早稲田大学政経学部卒業。同大学院修士課程修了(経済学修士)。野村総合研究所にて17年間証券アナリスト、インベストメントバンキング業務等に従事。1991年JAFCO に出向、審査部長、海外審査部長を歴任。1994年國學院大学に移り、現在同大学名誉教授。1999年から約2年間スタンフォード大学客員研究員。日本ベンチャー学会理事であり、日本ベンチャーキャピタル協会設立にも中心的に尽力。2019年7月よりインデペンデンツクラブ代表理事に就任。
   

 報道によると、政府は2月16日(金)従業員2000名以下の企業を「中堅企業」と位置付ける産業競争力強化法の改正案を閣議決定したという。

 日本での企業の規模別分類としては、1963年(昭和38年)に制定された「中小企業基本法」(その後数回改訂)に基づく分類があるだけで、そこでは対象の中小企業者並びに小規模企業者を業種別に分けた上で、資本金ないしは従業員数によって分類している。従って、中小・小規模企業以外の企業は大企業と分類される。ちなみに、その分類でみた中小・小規模企業の社数は日本全体の約70%を占め、従業員数は99%以上を占めている。

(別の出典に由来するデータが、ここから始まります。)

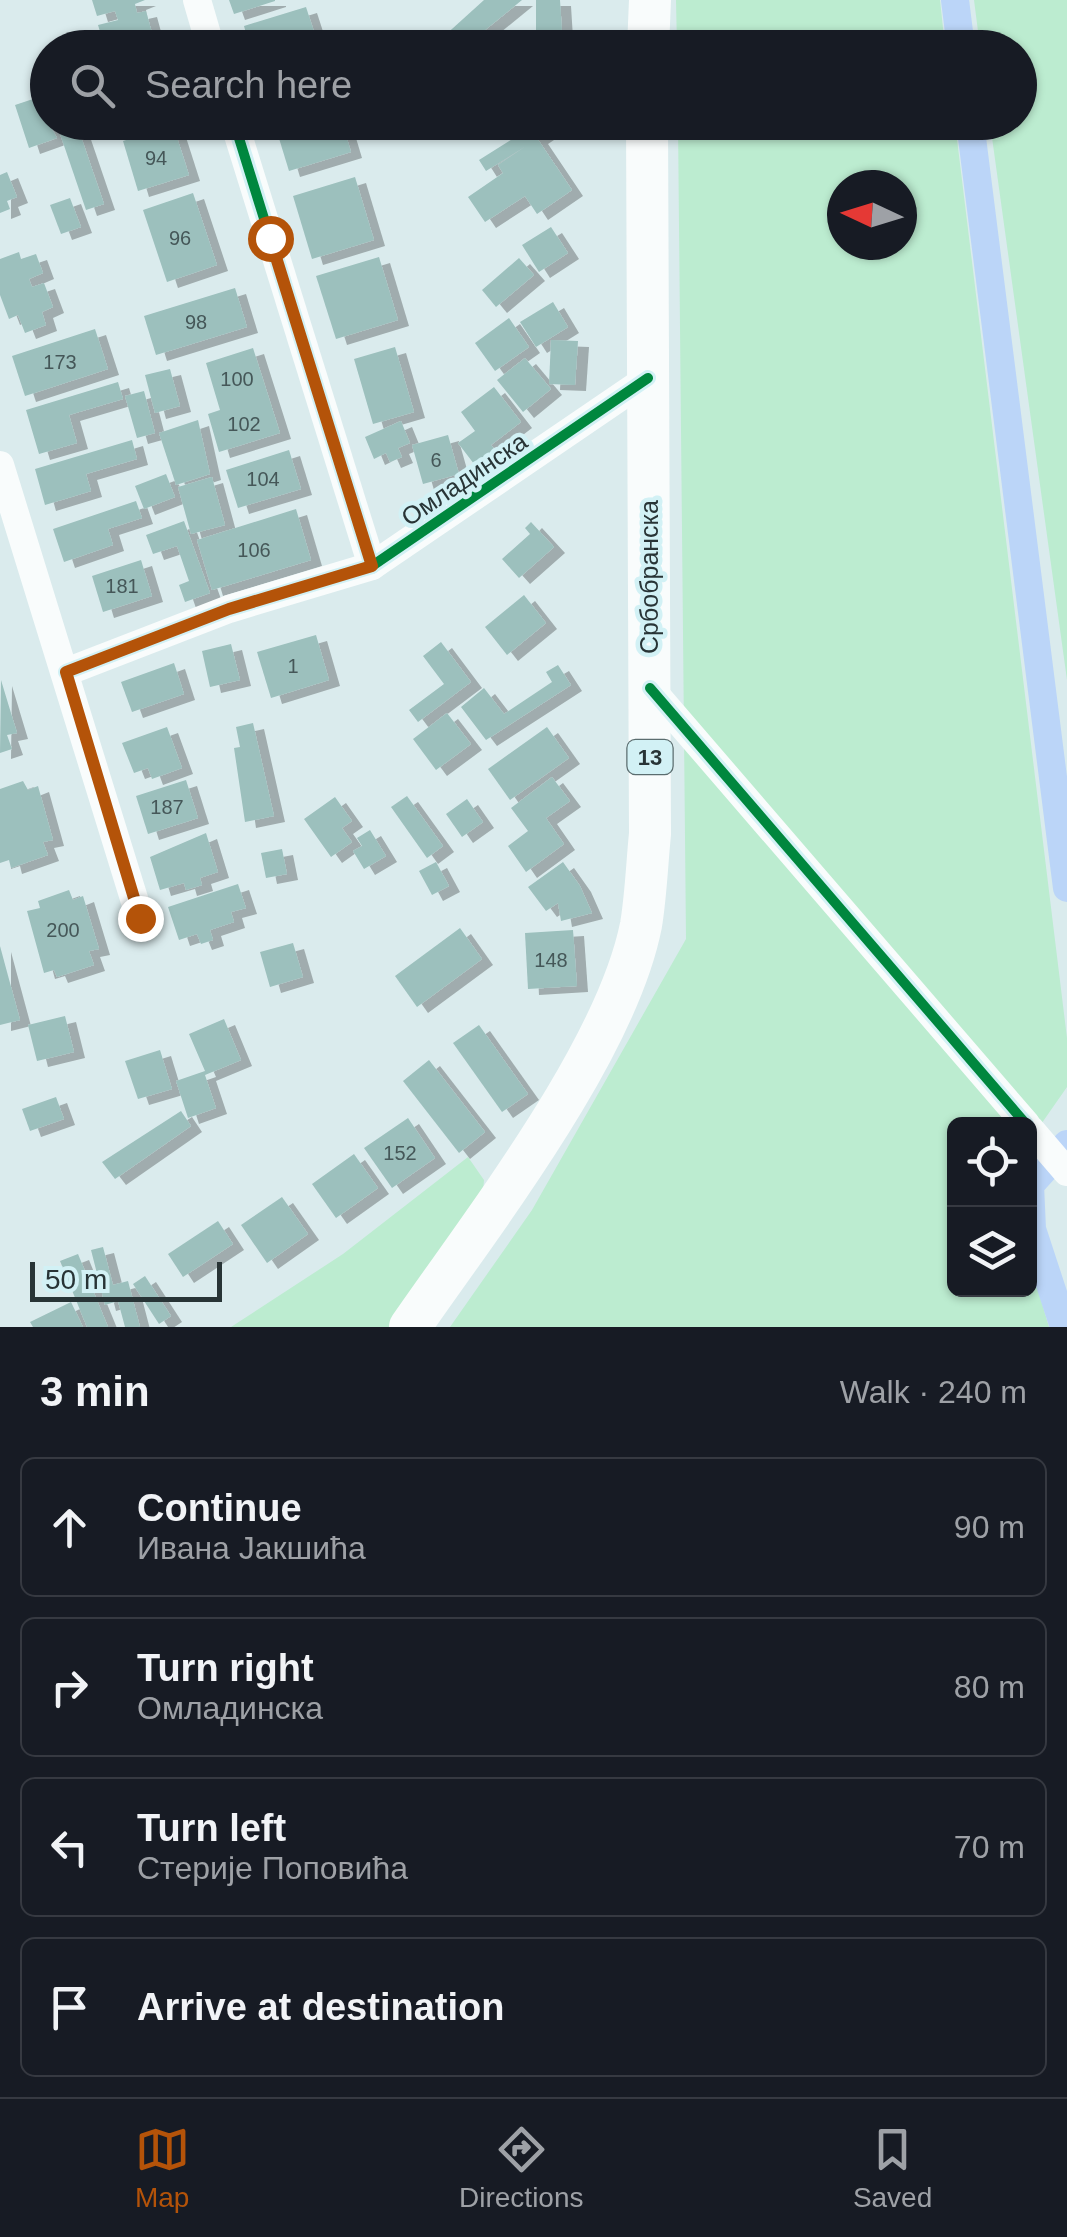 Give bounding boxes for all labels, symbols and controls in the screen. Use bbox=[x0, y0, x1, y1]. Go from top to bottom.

 上記の閣議決定された産業競争力強化法の改正案の狙いは、従業員数300名以上の大企業と政策対象の従業員数300名以下の中小・小規模企業の間に従業員数2000名以下の企業を「中堅企業」として位置付け、様々な税制優遇などの支援措置を重点的に行うことで、より高い成長を実現してもらうことにあるようだ。経産省の資料によると、現状従業員数300人以上2000人以下の「中堅企業」は約9000社、これらの企業の多くは地域経済の担い手で、これまでは大企業として扱われ中小・小規模企業のように政策支援対象にならなかったが、彼らを政策的に支援する対象にすることで地域経済の活性化にも繋がることを期待している。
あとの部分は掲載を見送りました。